[Items from a dataset]

Content starts

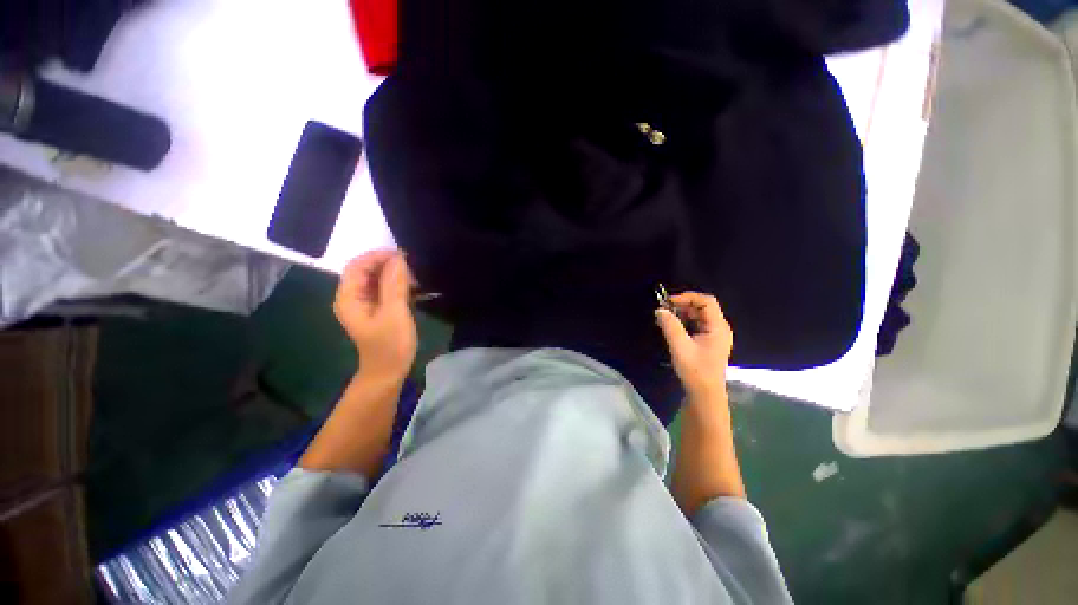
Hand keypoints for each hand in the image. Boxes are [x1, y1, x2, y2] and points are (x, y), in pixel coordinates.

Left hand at [334, 250, 417, 382]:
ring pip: (377, 279)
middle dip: (388, 264)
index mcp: (349, 297)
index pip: (357, 266)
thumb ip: (394, 284)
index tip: (403, 256)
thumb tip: (398, 258)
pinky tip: (414, 287)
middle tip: (412, 266)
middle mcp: (353, 297)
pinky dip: (398, 284)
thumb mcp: (394, 312)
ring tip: (415, 277)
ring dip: (395, 274)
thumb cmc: (390, 345)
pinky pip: (385, 289)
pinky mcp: (377, 309)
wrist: (388, 372)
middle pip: (366, 270)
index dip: (377, 256)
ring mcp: (365, 304)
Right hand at [655, 291, 733, 399]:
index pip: (706, 301)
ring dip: (682, 314)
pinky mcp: (708, 342)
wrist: (705, 395)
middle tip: (664, 310)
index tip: (669, 302)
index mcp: (718, 327)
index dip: (688, 297)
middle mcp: (719, 328)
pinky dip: (684, 323)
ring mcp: (715, 336)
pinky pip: (696, 325)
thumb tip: (659, 310)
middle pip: (703, 307)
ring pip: (699, 316)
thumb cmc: (695, 371)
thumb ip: (670, 326)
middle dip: (683, 305)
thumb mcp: (680, 347)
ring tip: (665, 319)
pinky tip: (671, 328)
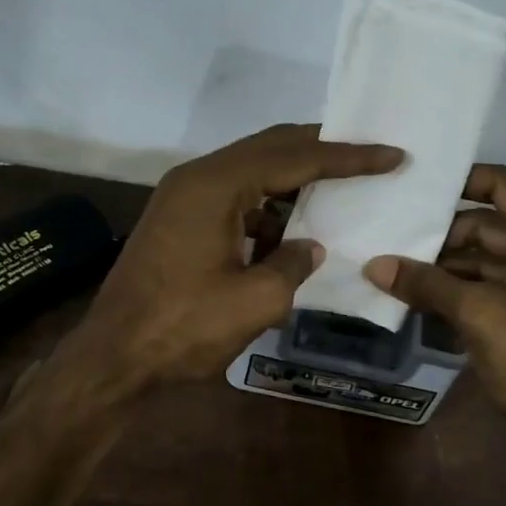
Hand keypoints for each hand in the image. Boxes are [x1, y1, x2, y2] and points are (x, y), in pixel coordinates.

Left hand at [79, 124, 402, 386]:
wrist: (114, 357)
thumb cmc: (183, 328)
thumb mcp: (255, 301)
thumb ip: (293, 264)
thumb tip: (309, 247)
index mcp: (216, 185)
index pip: (295, 157)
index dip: (347, 157)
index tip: (391, 155)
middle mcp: (197, 178)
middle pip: (270, 148)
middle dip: (320, 150)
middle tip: (367, 152)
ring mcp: (182, 198)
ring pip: (250, 172)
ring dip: (292, 179)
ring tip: (337, 187)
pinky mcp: (177, 220)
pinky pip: (233, 198)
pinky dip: (265, 207)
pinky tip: (290, 230)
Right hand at [364, 164, 505, 444]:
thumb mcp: (478, 312)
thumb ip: (426, 283)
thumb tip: (373, 266)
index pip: (503, 184)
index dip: (461, 180)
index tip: (417, 187)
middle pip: (490, 224)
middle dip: (443, 234)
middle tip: (395, 237)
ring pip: (488, 258)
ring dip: (447, 265)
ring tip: (398, 267)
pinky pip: (493, 286)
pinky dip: (461, 288)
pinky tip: (421, 295)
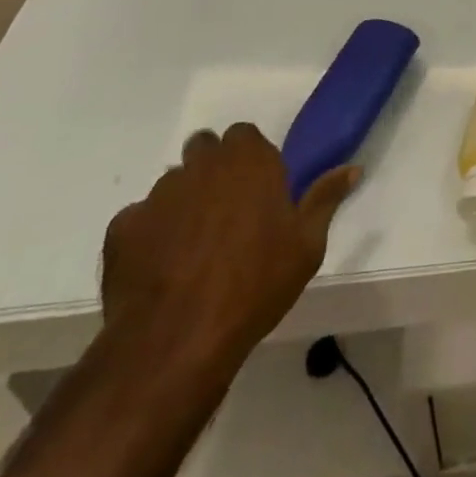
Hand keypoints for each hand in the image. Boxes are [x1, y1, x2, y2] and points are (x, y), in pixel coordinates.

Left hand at [101, 124, 357, 355]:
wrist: (177, 341)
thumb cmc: (255, 285)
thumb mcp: (307, 245)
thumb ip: (326, 198)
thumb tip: (353, 168)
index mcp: (249, 160)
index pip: (245, 135)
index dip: (249, 160)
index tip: (257, 190)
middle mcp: (203, 164)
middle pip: (205, 150)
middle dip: (212, 171)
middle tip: (225, 214)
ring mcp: (158, 194)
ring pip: (172, 184)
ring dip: (182, 203)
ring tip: (190, 249)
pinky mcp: (122, 228)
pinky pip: (138, 221)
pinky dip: (148, 237)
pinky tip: (158, 271)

Content ends

How to complete this task: Return all the data exactly, pictures omitted.

Problem solution:
Hand keypoints for each hand in the image. Boxes are [x1, y1, x2, y2] and points are (x, y), in pixel coordinates.

Left hand at [334, 250, 417, 382]:
ring pip: (377, 279)
middle dip: (388, 264)
index mcp: (349, 297)
index pip: (357, 266)
thumb ip: (394, 284)
index tip: (403, 256)
thumb tip: (398, 258)
pinky tip: (414, 287)
middle tip: (412, 266)
middle mcp: (353, 297)
pinky dip: (398, 284)
thumb mcp: (394, 312)
ring tip: (415, 277)
ring dip: (395, 274)
thumb cmc: (390, 345)
pinky pip: (385, 289)
pinky mcp: (377, 309)
wrist: (388, 372)
middle pip: (366, 270)
index dip: (377, 256)
ring mcp: (365, 304)
Right hand at [655, 291, 733, 399]:
index pip: (706, 301)
ring dip: (682, 314)
pinky mcp: (708, 342)
wrist: (705, 395)
middle tip: (664, 310)
index tip: (669, 302)
index mcp: (718, 327)
index dip: (688, 297)
middle mcp: (719, 328)
pinky dip: (684, 323)
ring mcp: (715, 336)
pinky pip: (696, 325)
thumb tip: (659, 310)
middle pip: (703, 307)
ring pip: (699, 316)
thumb cmc: (695, 371)
thumb ip: (670, 326)
middle dip: (683, 305)
thumb mcp: (680, 347)
ring tip: (665, 319)
pinky tip: (671, 328)
Hand keypoints for each hand in the image. Boxes are [x1, y1, x2, y2] and points are (x, y), in pixel coordinates.

Left hand at [79, 124, 402, 386]:
wrist: (114, 357)
thumb cmc: (183, 328)
thumb mcp: (255, 301)
thumb ip: (293, 264)
thumb tip: (309, 247)
index mcp: (216, 185)
index pip: (295, 157)
index dip: (347, 157)
index tip: (391, 155)
middle mcp: (197, 178)
middle pip: (270, 148)
middle dip: (320, 150)
middle tip: (367, 152)
ring mcp: (182, 198)
ring pip: (250, 172)
ring dip: (292, 179)
ring tip: (337, 187)
pinky mcp: (177, 220)
pinky pip: (233, 198)
pinky dip: (265, 207)
pinky tip: (290, 230)
Right hand at [364, 164, 505, 444]:
thumb mcp: (478, 312)
thumb ip: (426, 283)
thumb tip: (373, 266)
index pip: (503, 184)
index dip: (461, 180)
index tip: (417, 187)
middle pip: (490, 224)
middle dip: (443, 234)
middle tip: (395, 237)
ring pip: (488, 258)
ring dip: (447, 265)
ring tip: (398, 267)
pinky pip: (493, 286)
pinky dip: (461, 288)
pinky tip: (421, 295)
Hand keypoints for each hand in the image. Boxes are [x1, y1, x2, y2] and points are (x, y), in pixel coordinates.

Left hand at [101, 124, 357, 355]:
wrist: (177, 341)
thumb cmc: (255, 285)
thumb mcp: (307, 245)
thumb ip: (326, 198)
thumb tip: (353, 168)
index mcp: (249, 160)
index pip: (245, 135)
index dip: (249, 160)
index tip: (257, 190)
middle mcp: (203, 164)
middle pip: (205, 150)
middle dip: (212, 171)
middle tip: (225, 214)
ring mcp: (158, 194)
ring pip: (172, 184)
ring dip: (182, 203)
ring tip: (190, 249)
pinky mcp: (122, 228)
pinky pip: (138, 221)
pinky dip: (148, 237)
pinky tip: (158, 271)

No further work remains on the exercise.